ABSTRACT
It has become clear during the course of this book that the contemporary
global agri-food system – despite its achievements in producing more
calories for less money than ever before – is facing a number of
profound challenges. Each of the major components of the system is
associated with a particular set of problems, although we have seen how
dependence on fossil fuels and contributions to global warming are
common features throughout. For primary food production, where
industrialised methods have come to dominate across large parts of the
world, key issues include the excessive utilisation of soil and water
resources, the loss of ecological services, the depletion of biodiversity
(including wild fish stocks), and anxieties around the safety and ethical
dimensions of intensive livestock production.
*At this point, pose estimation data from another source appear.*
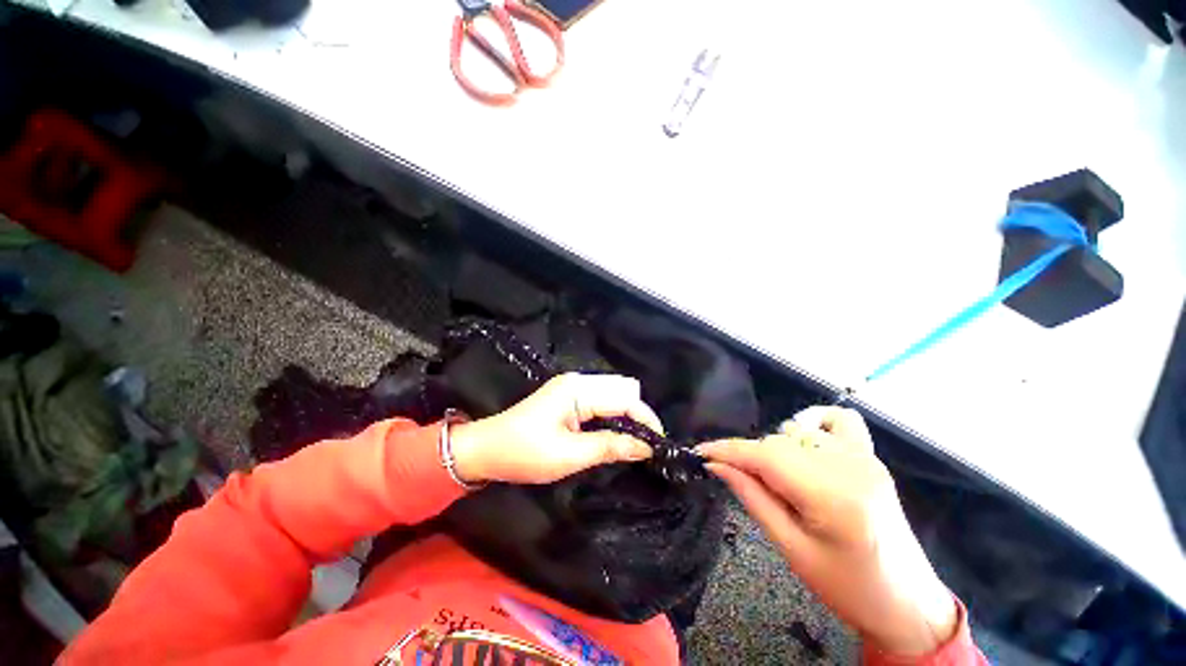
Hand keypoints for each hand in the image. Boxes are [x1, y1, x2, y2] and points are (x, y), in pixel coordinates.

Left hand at [448, 373, 662, 484]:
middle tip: (644, 446)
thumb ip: (610, 447)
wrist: (486, 449)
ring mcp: (573, 388)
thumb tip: (646, 447)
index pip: (625, 399)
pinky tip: (613, 435)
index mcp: (578, 390)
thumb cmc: (524, 453)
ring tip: (632, 443)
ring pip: (613, 396)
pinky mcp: (568, 398)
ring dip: (626, 417)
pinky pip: (601, 402)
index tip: (658, 445)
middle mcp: (579, 382)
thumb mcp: (569, 455)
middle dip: (638, 416)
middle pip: (623, 391)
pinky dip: (612, 417)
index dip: (645, 420)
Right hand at [696, 406, 959, 656]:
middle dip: (749, 457)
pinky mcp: (871, 457)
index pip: (766, 456)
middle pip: (778, 443)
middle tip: (736, 478)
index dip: (727, 450)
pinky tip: (805, 443)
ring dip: (775, 449)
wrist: (907, 602)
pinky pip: (839, 420)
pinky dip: (813, 423)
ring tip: (776, 479)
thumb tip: (717, 465)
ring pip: (797, 432)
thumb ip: (752, 497)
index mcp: (834, 498)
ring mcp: (865, 458)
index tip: (700, 452)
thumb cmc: (846, 587)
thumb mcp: (791, 548)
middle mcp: (851, 467)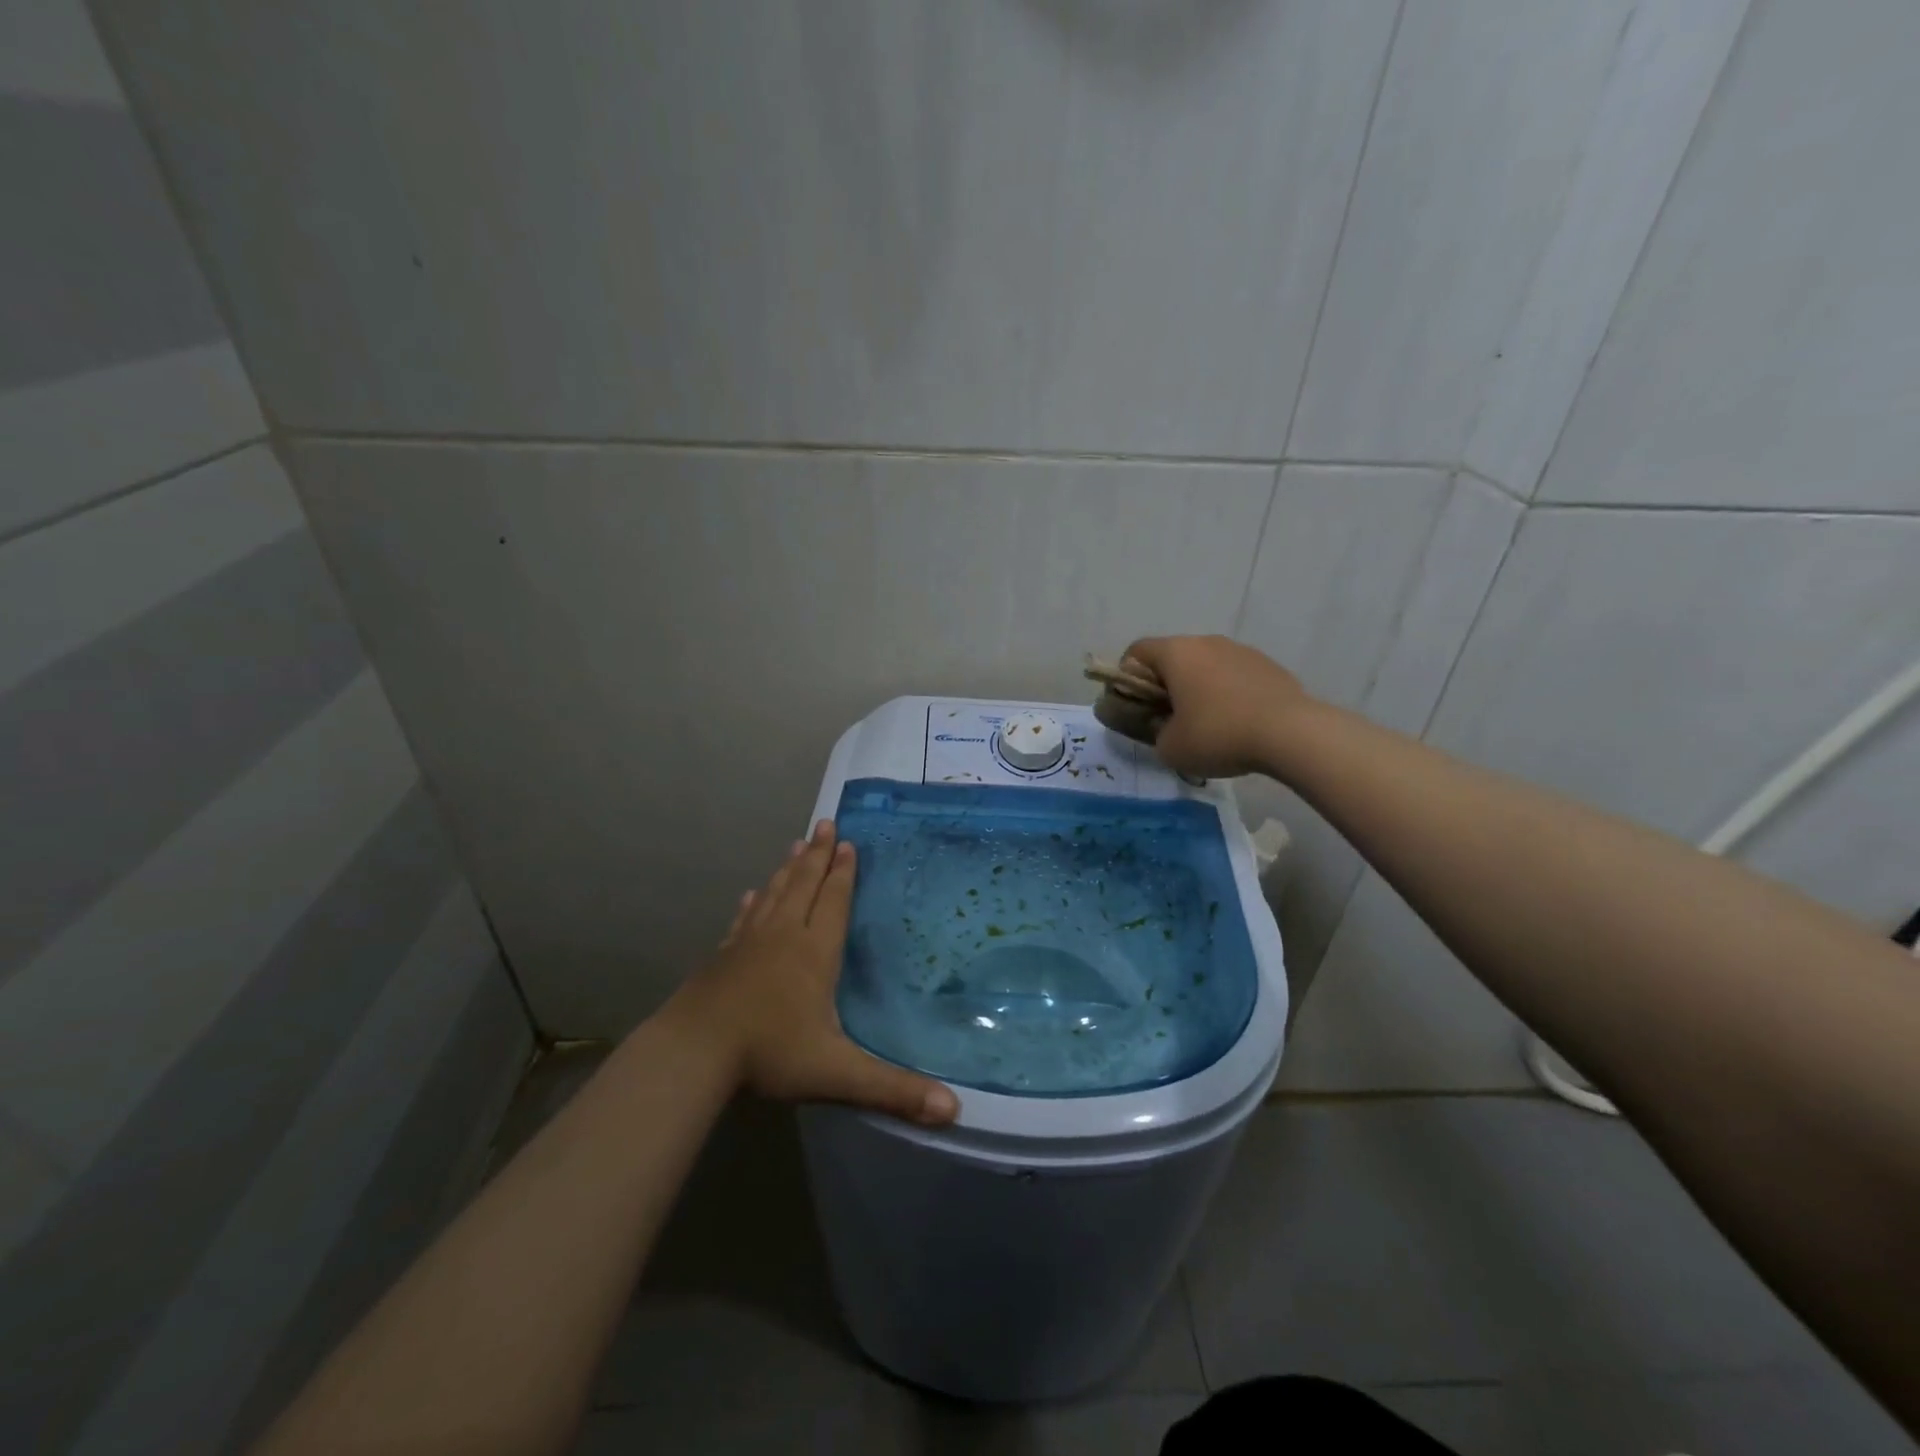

For food processing and
manufacturing, which encompass a wide range of activities, the drive to
deliver convenience and low prices has resulted in many food products
deleterious to nutritional health, and packaging waste streams that
threaten to overwhelm the capacity of local infrastructures. Third,
corporate retailing, which has become the gravitational centre of the
agri-food system, is exerting extraordinary influence, both upstream
through its supply chain and the contracting of producers, and
downstream by shaping the purchasing behaviour of consumers,
including the buying of more than is needed. Waste and
overconsumption are key consequences of a system designed to
maximise throughput and opportunities for profit. Finally, and most
unforgivably of all, while the majority of people in the North and many
in middle-income countries enjoy the luxury of abundance, choice and
low food prices, over 1 billion people in the world today are hungry and,
for at least part of the year, malnourished.